El terreno fue creciendo en otras direcciones que ella no había planeado: los almendros le abrieron la puerta a la apicultura, a las plantas aromáticas, a la huerta y, durante la pandemia, a la construcción de un invernadero propio. Fue precisamente en esos meses cuando el vínculo con la tierra tomó otra dimensión, porque Teresita atravesó un cáncer mientras seguía su tratamiento médico y encontró en las tareas cotidianas del invernadero una forma de sostenerse en los días más difíciles. "No sabía si me iba a servir para generar recursos, pero me sirvió para sostenerme", resume sobre ese capítulo que la marcó para siempre.
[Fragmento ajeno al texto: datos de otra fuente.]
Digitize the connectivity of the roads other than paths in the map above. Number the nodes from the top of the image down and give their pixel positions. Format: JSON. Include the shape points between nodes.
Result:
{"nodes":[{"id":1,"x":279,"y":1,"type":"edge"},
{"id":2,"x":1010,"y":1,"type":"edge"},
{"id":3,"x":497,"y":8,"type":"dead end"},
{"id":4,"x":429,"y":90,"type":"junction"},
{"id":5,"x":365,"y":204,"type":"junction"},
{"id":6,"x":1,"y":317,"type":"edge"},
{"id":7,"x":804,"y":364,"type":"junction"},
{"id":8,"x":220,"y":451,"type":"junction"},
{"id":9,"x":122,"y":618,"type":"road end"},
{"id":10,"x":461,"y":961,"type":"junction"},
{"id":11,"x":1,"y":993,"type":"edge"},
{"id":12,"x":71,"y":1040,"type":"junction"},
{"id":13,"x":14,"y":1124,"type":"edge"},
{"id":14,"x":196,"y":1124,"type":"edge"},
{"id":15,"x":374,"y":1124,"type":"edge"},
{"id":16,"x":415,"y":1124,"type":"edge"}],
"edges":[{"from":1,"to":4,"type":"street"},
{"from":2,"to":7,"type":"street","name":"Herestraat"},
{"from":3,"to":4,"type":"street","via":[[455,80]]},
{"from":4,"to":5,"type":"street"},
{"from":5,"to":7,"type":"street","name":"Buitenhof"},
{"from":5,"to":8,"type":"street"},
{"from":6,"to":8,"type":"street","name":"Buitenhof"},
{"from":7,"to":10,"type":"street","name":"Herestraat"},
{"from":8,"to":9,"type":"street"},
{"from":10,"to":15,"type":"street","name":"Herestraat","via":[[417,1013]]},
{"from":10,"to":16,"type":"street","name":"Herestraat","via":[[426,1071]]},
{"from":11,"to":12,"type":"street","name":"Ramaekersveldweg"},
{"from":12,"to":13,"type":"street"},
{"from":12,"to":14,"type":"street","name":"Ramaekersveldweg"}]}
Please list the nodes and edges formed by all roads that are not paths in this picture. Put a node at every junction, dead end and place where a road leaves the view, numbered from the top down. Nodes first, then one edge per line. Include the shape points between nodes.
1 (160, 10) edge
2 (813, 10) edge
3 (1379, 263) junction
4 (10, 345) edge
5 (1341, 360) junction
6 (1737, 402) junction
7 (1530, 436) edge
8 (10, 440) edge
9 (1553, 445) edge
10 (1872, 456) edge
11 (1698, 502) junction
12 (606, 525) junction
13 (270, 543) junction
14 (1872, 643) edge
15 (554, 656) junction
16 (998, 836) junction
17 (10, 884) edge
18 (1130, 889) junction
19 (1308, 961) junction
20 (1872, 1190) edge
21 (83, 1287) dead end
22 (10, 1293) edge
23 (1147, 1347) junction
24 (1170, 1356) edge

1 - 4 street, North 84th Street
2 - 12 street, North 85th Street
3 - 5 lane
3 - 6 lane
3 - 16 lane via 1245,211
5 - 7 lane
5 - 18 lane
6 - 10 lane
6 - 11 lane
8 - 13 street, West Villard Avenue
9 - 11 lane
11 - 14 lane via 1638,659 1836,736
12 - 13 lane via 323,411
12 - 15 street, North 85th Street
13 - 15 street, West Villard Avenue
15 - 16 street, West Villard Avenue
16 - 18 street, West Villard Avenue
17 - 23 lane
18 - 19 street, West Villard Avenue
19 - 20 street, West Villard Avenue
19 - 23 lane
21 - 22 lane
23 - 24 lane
  • Teresita Peláez, profesora de Biología jubilada, tiene 62 años y produce almendras en una hectárea en el barrio Piscicultura de Plottier, Neuquén.
  • El emprendimiento, llamado Almendras del Limay, nació en 2013 a partir de un almendro que ya tenía en el terreno y del asesoramiento de la ingeniera Silvana Moschini, del Centro PyME local.
  • La oferta incluye almendras naturales, tostadas, saladas, garrapiñadas y harina, todo elaborado de forma artesanal junto a José Luis, su colaborador permanente.
  • Durante la pandemia, mientras atravesaba un cáncer, Teresita encontró en el trabajo del invernadero una herramienta para sostenerse anímicamente en el tratamiento.

Ahora, cuando vuelve a recorrer las filas de almendros a orillas del Limay, Teresita dice que le cuesta mirar el lote y ver solo un negocio: lo que ve es la prueba de que un hobby pensado para llenar un rato y un pedazo de terreno baldío terminó dándole mucho más que almendras, y que la tierra, en su caso, se convirtió en una aliada inseparable para atravesar los momentos más bravos.